Равнодушное молчание фильма прерывается появлением гонца, несущего весть о мятеже. Зрительский взгляд «мигрирует» : коленопреклонение слуги, реакция возвышающегося над всеми монарха, а потом и «объективный» план сменяются верхним ракурсом — «божественной» точкой зрения. Монтажные перебивки выстраивают иерархию «земля-небо», в которой игра масштабов – связующее звено божественного пазла, сводящего власть имущих к крошечным точкам бескрайнего ландшафта.
В фильме Куросавы судьба материализуется в образе выцветшего и лишенного красок жизни обитателя леса – ветхого духа, чьи дрожащие пальцы прядут иллюзорную нить времени. Камера превращает лес в ирреальное вневременное измерение, кадрируя невесомую клетку, в которой находится потусторонний оракул.
Пространство традиционного японского дворца – огромная коробка, где каждый человек лишний. Здесь, даже стоя в полный рост, можно быть вровень только с самим собой – и никак иначе. Сквозная пустота делает героев одиночками, загнанными в угол. В этом пространстве невозможна привычная коммуникация. Актеры дистанцированы и разговаривают так, как если бы вовсе не видели друг друга. В структуре мизансцены они существуют как бы по разные стороны невидимой стены. Васидзу и его жена лишь изредка встречаются взглядами : с его стороны частотным становится гневный от бессилия возглас, с её – холодные напутствия-приказы.
Лицо японской леди Макбет так же непроницаемо, как посмертная маска. Ее белый грим стирает любой намек на экспрессию, придавая облику нарочитой театральности. Лишь единожды – в сцене судорожного отмывания рук от невидимой крови – актриса, на первый взгляд, отступает от прежнего рисунка роли. Однако и этот эмоциональный акт подобен сцене из национального театра кабуки. Смотря на жену как на собственное зеркало, Васидзу может найти отражение только в этом пророческом отпечатке смерти.
Забравшись на вершину власти, где у любого захватило бы дух, он становится идеальной мишенью для армии «мстителей», которые мыслимы только как масса, коллективный разум, прерывающий кровавую круговую поруку. Человеческое море, деперсонифицированные «они» запускают предательские стрелы одну за другой, исполняя завет судьбы, ради которого даже лес сходит с места.
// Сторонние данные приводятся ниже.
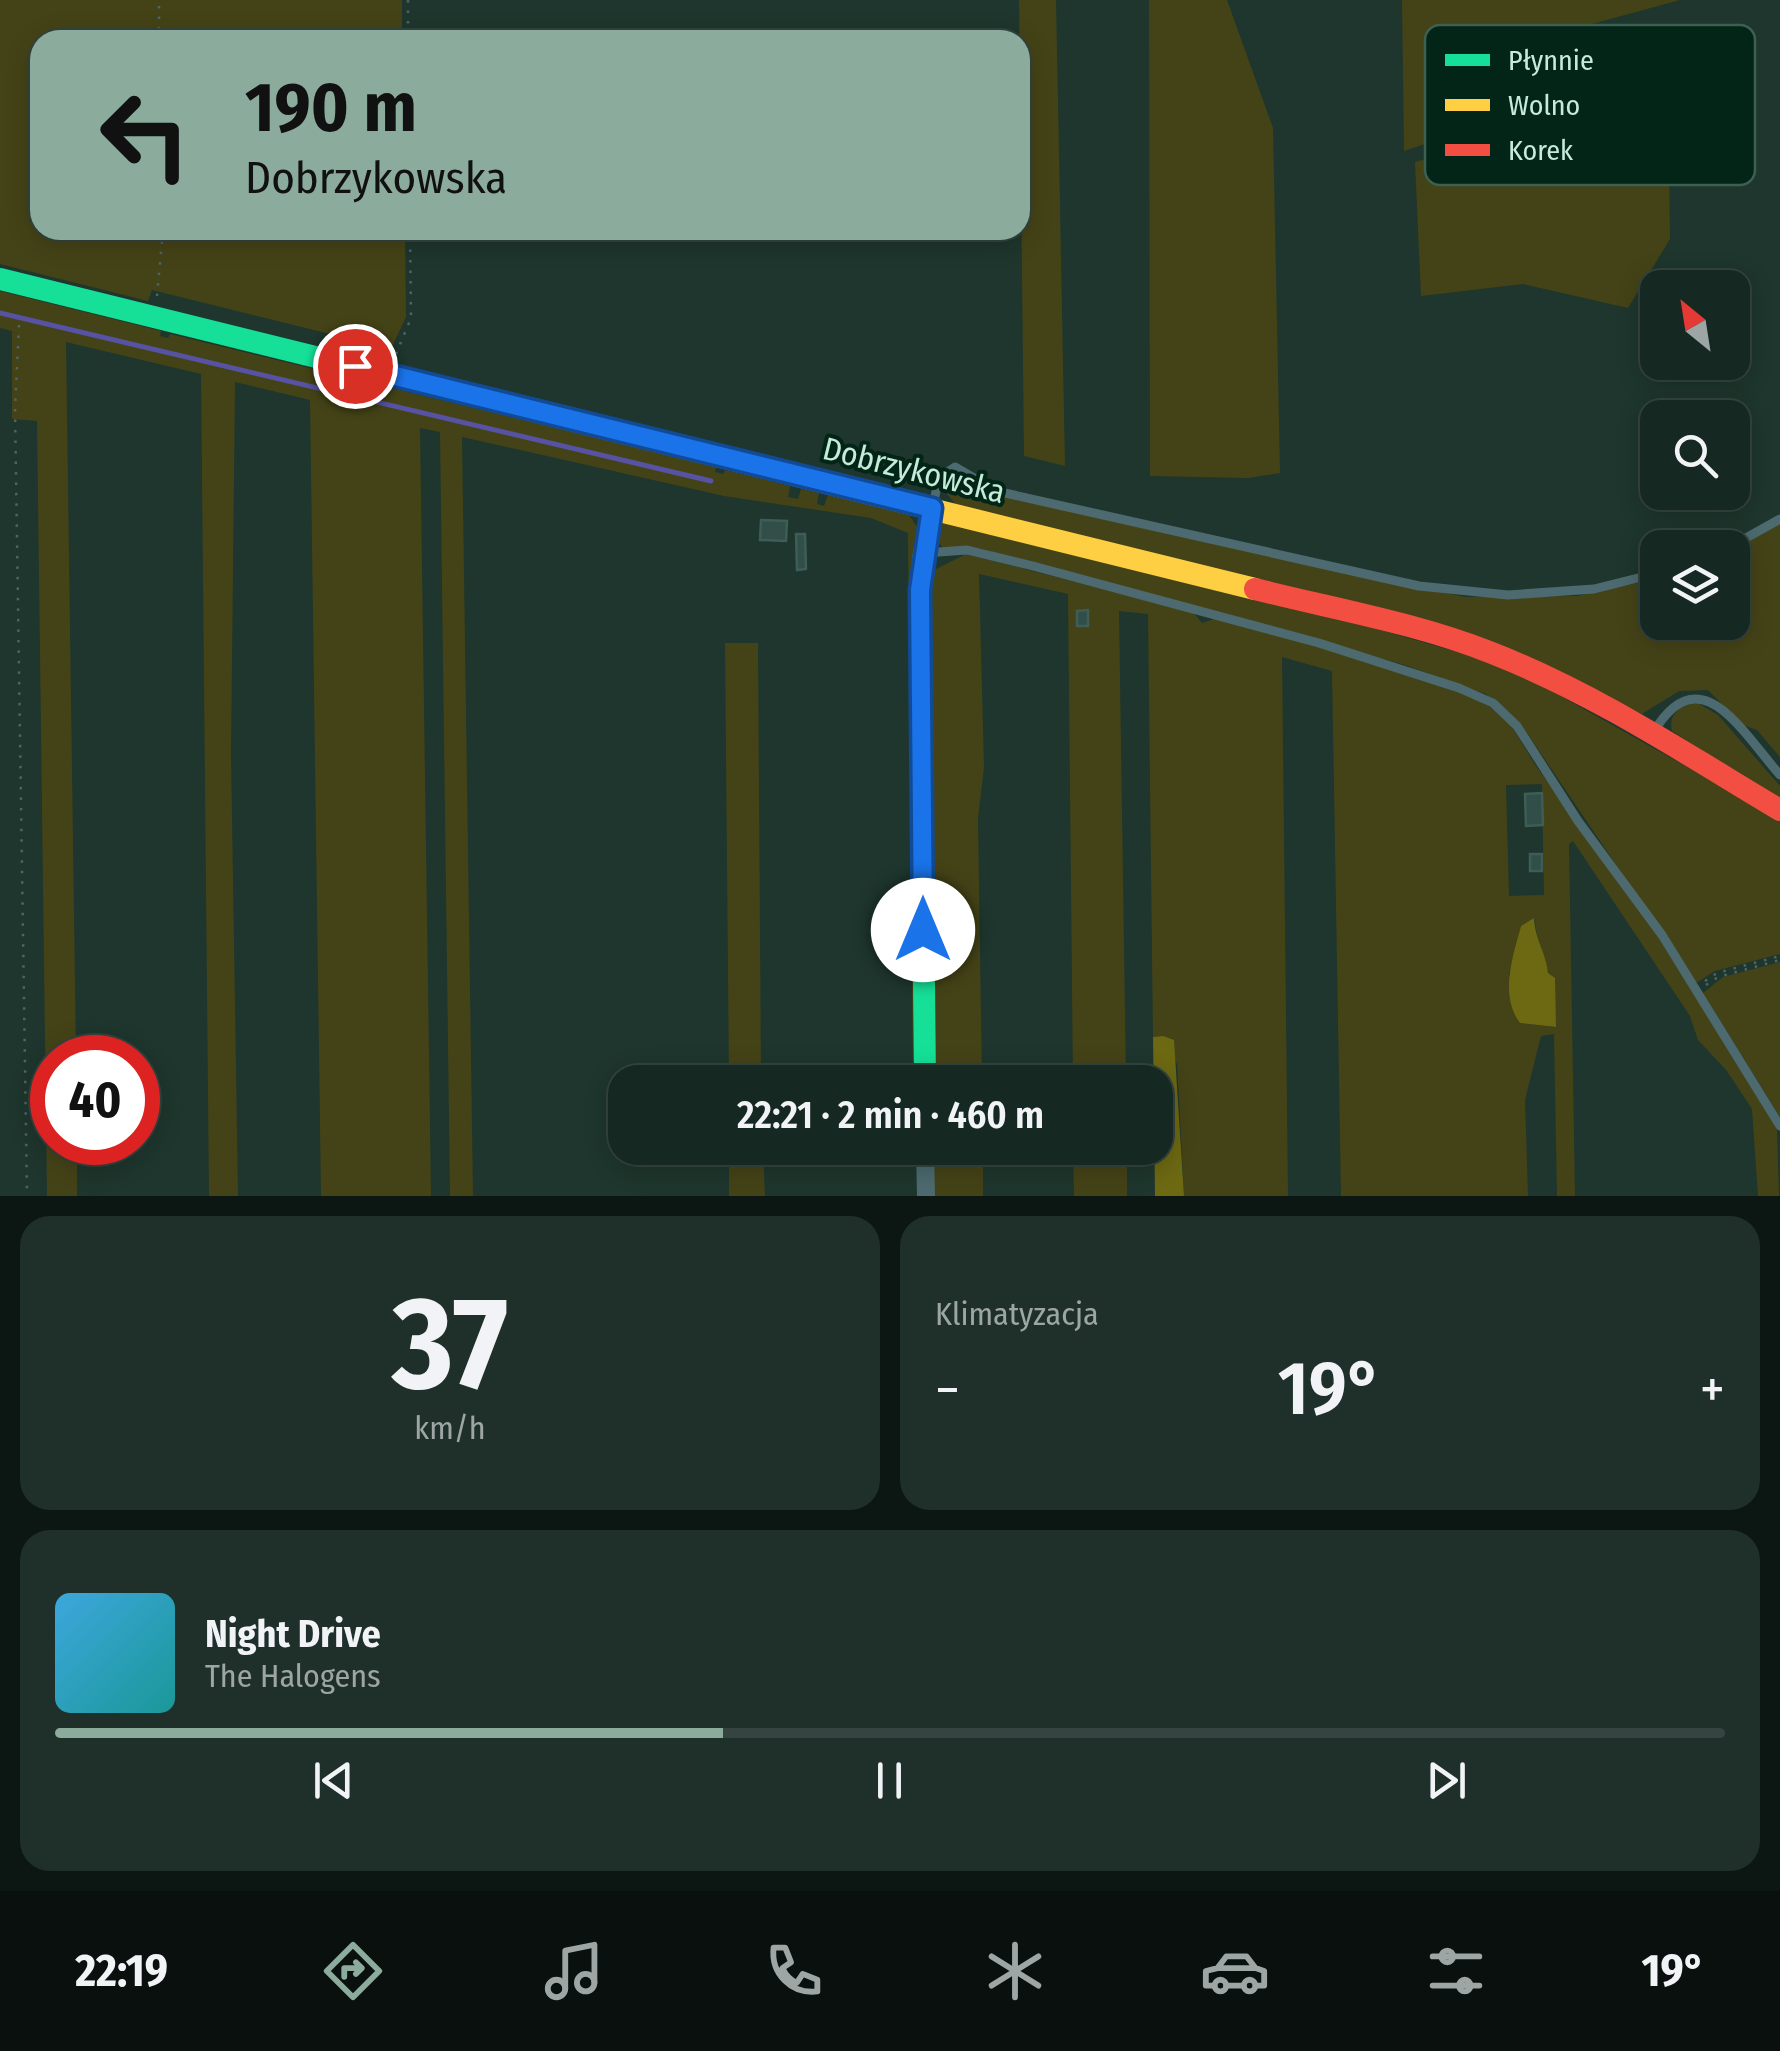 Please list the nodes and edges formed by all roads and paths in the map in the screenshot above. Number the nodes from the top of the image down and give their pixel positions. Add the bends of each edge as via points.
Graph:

«Здесь стоял замок Паутины» – гласит надпись на деревянном обелиске, почти смытом густыми клубами тумана. Поверженный, перемолотый веретеном судьбы Васидзу как будто растворяется в бесконечной бездне, где жизнь и смерть уже не полярны. Это не место игры, где на кону призрачная победа, а своеобразная «над-мирность», где человеческий закон утрачивает свою силу. Финал венчает схватку, в которой «много слов и страсти, нет лишь смысла». Ведь если каждый за себя, то Бог, как известно, против всех.
Немецкий философ и переводчик Вальтер Беньямин в своей статье «Задача переводчика», рассуждает о феномене «непереводимости» поэтического слога, подразумевая тот уровень поэзии, который не подлежит дословному переводу, но может раскрыть свой смысл через филигранно подобранные художественные образы. Именно такой путь экранизации как перевода классического текста шекспировской драмы на язык визуальных образов избирает японский кинорежиссер Акира Куросава в своем фильме «Трон в крови».
Трагедия Шекспира не единожды находила воплощение на киноэкране. Помимо «Трона в крови», среди многочисленных адаптаций Макбета можно выделить одноименный фильм Орсона Уэллса (1948) снятый в более классической манере, и образного наследника фильма Куросавы — «Трагедию Макбета» Джоэла Коэна (2021).